13
Pendant de longues minutes après que Cat Corrigan eut décroché de son Ervé, Matt resta assis sans bouger, roulant dans sa tête des pensées éparses. Extérieurement, il s’était bien gardé de prêter la moindre attention au bijou abandonné dans son espace de travail. La visite de Cat avait-elle été un coup monté encore plus élaboré qu’il ne l’avait cru au début ?
Le Génie s’était-il servi d’elle non seulement pour détourner Matt de l’identité réelle de celui qui l’avait pisté, mais aussi pour créer un piège ?
En ramassant la boucle d’oreille, Matt aurait pu déclencher n’importe quel type de programme.
Le Génie sait blesser les gens en réalité virtuelle.
L’avertissement résonnait toujours dans sa tête emplie de confusion. Toucher cette icône était sans doute aussi peu risqué que d’ôter la goupille d’une grenade.
Oui mais…
Cat n’avait pas eu l’air du genre à se faire la complice d’une telle violence. Il avait vu suffisamment clair au travers de son petit jeu de séduction pour reconnaître qui se cachait derrière. Ne l’aurait-il pas remarqué si elle avait eu l’intention de lui jouer un sale tour ?
D’accord, se dit-il, sarcastique. Tu sais tout de la réaction des jolies filles riches quand elles se retrouvent acculées…
Oui mais…
Cat n’avait pas voulu laisser Jeremy Savage tuer Sean McArdle. Elle avait supplié Matt de l’arrêter – et, plus important, elle l’avait aidé à séparer Savage de l’autre garçon.
Bien sûr, lui rétorqua son détracteur intérieur. Elle a aussi arrosé Camden Yards d’une rafale de balles de mitraillette virtuelles… et blessé Lief.
Oui, elle l’avait elle-même reconnu, mais elle avait également avoué ne pas se douter qu’il y eût autant de gens là-bas en holoprésence, vulnérables à ses balles virtuelles.
La boucle d’oreille pouvait receler un piège mortel… ou bien un message.

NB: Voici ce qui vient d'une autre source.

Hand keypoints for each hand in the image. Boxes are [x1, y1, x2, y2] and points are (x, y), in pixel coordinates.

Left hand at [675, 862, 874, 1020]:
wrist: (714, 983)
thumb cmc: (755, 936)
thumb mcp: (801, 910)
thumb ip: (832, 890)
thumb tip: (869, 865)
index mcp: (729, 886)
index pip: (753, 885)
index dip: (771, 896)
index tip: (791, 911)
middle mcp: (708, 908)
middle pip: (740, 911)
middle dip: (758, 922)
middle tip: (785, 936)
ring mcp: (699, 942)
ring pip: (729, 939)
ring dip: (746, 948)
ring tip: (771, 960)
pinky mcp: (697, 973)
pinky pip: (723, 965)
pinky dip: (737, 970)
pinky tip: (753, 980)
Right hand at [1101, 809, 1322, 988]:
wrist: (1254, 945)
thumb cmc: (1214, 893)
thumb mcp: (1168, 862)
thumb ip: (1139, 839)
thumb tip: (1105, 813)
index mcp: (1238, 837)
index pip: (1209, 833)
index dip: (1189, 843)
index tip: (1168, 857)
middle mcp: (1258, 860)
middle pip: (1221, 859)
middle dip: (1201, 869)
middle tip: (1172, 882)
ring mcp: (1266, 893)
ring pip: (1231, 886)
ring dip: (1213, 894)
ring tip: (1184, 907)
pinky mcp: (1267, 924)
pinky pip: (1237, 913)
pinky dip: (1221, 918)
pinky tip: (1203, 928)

À lui de le découvrir.
Mais son premier geste fut de déconnecter son ordinateur. Sautant de son siège d’interface, il fonça dans le couloir. Ses parents étaient encore dans le séjour à regarder une holodramatique, une histoire de flics et de voleurs.
« Un problème, fiston ? » demanda son père.
Matt fit non de la tête. « Non, je voulais juste me décontracter un peu. »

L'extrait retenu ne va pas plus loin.